Begriff
Reformation
Religiöse und politische Umwälzung des 16. Jahrhunderts, die zur Spaltung der westlichen Christenheit in Katholiken und Protestanten führte. Auslöser waren Luthers 95 Thesen 1517 (Ablass-Kritik); innerhalb weniger Jahrzehnte entstanden Lutheraner, Reformierte und Anglikaner.

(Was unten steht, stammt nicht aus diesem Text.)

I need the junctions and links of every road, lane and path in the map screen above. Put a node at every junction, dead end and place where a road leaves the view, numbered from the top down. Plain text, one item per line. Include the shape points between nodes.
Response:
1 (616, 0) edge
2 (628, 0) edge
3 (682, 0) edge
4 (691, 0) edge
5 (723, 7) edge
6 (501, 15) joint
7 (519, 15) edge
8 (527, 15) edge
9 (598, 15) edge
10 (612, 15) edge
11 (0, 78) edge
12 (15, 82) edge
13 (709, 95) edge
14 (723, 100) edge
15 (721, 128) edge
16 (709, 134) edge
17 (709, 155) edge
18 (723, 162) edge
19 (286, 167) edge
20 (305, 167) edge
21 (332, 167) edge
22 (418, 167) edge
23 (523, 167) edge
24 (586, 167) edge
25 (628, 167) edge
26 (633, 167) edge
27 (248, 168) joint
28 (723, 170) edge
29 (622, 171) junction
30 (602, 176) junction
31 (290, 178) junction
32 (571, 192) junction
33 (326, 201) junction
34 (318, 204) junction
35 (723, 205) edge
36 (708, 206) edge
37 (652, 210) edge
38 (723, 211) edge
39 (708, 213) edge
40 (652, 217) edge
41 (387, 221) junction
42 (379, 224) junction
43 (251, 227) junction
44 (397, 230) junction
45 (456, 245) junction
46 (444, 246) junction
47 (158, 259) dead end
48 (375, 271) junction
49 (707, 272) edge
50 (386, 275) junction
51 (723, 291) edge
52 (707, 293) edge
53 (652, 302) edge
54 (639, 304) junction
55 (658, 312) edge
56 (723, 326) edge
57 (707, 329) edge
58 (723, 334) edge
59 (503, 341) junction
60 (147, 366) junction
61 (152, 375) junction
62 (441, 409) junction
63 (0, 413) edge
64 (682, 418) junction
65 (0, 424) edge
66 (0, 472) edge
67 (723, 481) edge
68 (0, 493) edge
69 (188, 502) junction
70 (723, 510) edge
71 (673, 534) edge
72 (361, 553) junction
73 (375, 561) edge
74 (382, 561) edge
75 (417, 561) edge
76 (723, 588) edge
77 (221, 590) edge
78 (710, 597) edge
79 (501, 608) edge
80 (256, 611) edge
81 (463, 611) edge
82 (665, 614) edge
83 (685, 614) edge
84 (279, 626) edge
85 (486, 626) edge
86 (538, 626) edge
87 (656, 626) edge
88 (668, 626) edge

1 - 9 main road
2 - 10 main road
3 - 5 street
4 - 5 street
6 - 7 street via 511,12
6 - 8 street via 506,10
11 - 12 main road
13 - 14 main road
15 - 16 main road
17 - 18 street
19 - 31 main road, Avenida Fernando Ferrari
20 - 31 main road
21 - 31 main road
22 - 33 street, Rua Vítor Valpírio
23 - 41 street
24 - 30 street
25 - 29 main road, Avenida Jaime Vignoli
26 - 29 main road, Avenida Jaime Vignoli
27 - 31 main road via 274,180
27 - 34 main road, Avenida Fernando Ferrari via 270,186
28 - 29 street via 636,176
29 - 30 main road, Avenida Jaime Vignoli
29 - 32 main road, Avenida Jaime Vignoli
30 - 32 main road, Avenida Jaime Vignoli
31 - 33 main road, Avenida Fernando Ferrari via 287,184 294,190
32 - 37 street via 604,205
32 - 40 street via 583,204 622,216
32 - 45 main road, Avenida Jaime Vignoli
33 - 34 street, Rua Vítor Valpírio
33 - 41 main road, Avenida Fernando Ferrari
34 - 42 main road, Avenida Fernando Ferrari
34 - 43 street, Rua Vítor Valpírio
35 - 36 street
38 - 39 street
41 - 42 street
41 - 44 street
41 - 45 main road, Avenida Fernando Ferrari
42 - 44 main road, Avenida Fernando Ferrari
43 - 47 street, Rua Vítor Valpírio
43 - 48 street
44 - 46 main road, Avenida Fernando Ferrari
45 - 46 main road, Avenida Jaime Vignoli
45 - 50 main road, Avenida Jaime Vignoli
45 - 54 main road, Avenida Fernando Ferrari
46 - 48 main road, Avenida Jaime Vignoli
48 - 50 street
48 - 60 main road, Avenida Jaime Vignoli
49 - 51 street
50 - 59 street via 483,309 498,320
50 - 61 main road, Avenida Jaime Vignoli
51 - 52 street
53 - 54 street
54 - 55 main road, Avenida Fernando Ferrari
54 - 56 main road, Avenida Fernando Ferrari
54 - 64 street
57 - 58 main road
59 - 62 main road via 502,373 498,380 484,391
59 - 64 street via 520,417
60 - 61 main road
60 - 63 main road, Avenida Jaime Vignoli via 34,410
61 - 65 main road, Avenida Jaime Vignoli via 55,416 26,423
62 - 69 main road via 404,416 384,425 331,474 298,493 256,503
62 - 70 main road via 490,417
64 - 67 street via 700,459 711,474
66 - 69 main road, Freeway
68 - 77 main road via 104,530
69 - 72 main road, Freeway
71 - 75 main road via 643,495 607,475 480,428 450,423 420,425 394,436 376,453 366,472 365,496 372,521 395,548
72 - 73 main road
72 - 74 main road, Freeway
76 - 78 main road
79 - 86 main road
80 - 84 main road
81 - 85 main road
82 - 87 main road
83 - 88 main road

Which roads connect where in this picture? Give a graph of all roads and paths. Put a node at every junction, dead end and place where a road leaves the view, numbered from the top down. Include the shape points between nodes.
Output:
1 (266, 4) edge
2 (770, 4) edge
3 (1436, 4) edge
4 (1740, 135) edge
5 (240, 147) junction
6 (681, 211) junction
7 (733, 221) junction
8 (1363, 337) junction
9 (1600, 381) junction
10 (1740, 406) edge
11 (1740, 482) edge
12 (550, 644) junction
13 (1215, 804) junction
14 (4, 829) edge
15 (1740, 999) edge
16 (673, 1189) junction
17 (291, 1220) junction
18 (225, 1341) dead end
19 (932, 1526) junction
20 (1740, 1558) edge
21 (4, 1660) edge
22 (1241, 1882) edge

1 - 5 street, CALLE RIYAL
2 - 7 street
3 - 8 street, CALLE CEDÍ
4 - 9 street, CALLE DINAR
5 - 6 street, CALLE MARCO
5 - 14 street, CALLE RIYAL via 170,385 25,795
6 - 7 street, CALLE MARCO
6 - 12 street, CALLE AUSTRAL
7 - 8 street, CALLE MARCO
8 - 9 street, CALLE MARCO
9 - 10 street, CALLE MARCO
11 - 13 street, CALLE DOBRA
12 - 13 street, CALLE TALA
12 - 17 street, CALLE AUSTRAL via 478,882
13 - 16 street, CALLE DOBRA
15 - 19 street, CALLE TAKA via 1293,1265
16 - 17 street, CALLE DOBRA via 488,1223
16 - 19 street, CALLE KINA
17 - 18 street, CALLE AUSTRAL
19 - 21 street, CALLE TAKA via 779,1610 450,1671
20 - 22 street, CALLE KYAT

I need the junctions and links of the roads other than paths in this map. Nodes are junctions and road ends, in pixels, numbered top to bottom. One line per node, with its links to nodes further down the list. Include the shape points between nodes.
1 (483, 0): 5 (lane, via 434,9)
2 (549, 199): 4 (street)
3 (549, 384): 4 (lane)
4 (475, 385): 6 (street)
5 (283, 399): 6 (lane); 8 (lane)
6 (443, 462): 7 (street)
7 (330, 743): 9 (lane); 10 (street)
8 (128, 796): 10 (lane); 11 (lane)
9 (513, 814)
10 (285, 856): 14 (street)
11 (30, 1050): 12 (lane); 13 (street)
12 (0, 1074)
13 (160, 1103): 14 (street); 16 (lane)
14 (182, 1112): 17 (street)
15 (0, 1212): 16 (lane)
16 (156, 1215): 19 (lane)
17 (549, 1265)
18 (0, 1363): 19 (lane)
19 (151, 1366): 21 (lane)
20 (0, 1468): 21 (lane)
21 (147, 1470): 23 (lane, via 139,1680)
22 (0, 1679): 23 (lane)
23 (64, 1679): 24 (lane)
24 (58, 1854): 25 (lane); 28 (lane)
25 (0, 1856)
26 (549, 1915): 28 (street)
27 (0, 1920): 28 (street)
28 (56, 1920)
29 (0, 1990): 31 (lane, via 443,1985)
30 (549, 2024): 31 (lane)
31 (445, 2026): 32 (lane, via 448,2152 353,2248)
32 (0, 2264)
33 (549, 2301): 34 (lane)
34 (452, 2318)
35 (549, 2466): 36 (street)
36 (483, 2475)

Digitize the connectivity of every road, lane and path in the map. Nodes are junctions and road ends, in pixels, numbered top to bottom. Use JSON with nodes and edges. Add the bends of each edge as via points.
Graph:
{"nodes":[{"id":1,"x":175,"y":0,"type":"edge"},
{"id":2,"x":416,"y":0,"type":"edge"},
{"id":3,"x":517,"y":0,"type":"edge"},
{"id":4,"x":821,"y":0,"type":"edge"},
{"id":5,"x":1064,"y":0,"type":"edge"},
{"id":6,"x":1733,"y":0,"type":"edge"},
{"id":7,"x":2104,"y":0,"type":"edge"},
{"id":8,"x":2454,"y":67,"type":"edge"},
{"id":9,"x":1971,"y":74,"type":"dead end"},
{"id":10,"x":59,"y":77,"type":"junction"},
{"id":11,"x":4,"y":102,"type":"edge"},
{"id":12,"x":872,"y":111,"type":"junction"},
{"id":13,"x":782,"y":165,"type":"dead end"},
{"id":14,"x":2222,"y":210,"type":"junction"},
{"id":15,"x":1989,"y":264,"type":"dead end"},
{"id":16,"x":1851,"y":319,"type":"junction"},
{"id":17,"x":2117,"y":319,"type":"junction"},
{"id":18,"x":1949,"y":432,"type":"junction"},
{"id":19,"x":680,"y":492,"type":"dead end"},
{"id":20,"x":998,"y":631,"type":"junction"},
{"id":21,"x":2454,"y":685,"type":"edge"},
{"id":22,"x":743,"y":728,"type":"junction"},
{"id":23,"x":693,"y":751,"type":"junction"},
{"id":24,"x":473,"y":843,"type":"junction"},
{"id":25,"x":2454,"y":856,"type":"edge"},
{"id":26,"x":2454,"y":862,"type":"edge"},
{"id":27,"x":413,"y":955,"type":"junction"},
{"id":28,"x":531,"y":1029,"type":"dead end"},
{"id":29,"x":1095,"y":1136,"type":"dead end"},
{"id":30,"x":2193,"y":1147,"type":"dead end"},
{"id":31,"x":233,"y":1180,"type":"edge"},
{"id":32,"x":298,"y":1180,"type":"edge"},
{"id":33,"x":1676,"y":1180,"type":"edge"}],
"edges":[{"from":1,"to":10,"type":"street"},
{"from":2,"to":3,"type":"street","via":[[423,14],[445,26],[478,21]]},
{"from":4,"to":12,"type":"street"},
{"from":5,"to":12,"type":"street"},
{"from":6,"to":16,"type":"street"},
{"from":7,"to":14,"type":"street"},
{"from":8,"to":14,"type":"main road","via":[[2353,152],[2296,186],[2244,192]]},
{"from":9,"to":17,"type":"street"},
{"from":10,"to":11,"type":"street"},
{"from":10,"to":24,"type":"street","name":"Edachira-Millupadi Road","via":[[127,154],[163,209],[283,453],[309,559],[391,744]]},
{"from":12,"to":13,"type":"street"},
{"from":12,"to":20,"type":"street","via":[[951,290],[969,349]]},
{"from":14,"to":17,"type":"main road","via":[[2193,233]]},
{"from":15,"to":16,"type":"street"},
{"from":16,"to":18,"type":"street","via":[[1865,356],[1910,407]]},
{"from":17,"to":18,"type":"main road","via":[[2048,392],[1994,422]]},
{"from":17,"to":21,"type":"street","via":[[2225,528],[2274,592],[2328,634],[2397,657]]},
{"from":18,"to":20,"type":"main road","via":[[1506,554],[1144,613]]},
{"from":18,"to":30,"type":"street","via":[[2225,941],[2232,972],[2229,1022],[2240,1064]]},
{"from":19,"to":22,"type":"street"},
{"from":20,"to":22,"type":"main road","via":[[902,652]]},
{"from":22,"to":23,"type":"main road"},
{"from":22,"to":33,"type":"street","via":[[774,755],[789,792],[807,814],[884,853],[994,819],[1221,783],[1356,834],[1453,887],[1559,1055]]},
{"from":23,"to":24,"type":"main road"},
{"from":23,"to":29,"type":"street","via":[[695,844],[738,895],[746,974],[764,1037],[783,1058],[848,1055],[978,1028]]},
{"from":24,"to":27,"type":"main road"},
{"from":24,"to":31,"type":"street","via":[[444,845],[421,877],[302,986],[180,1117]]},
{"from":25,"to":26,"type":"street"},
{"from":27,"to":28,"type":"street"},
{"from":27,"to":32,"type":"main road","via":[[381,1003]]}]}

Der Augsburger Religionsfrieden 1555 anerkannte das Nebeneinander, der Dreißigjährige Krieg 1618-1648 zementierte es endgültig.
Wortherkunft
Aus lateinisch reformatio „Umgestaltung, Erneuerung”, zu re- „zurück, wieder” + forma „Form, Gestalt”. Bezeichnete im Mittelalter zunächst kirchliche Reformen generell; im 16. Jahrhundert zur Eigenbezeichnung der Lutherbewegung verengt.
Mehr dazu
Mehr als eine Theologie-Reform: die Reformation war Medien-Revolution (Buchdruck), Sprach-Revolution (Luther-Bibel schuf das schriftliche Hochdeutsch), Wirtschafts-Umbruch (Enteignung der Klöster) und politischer Befreiungsschlag der Landesfürsten gegen Kaiser und Papst. Max Webers These (1904), der Protestantismus habe den Kapitalismus mit-ermöglicht, ist umstritten aber wirkmächtig.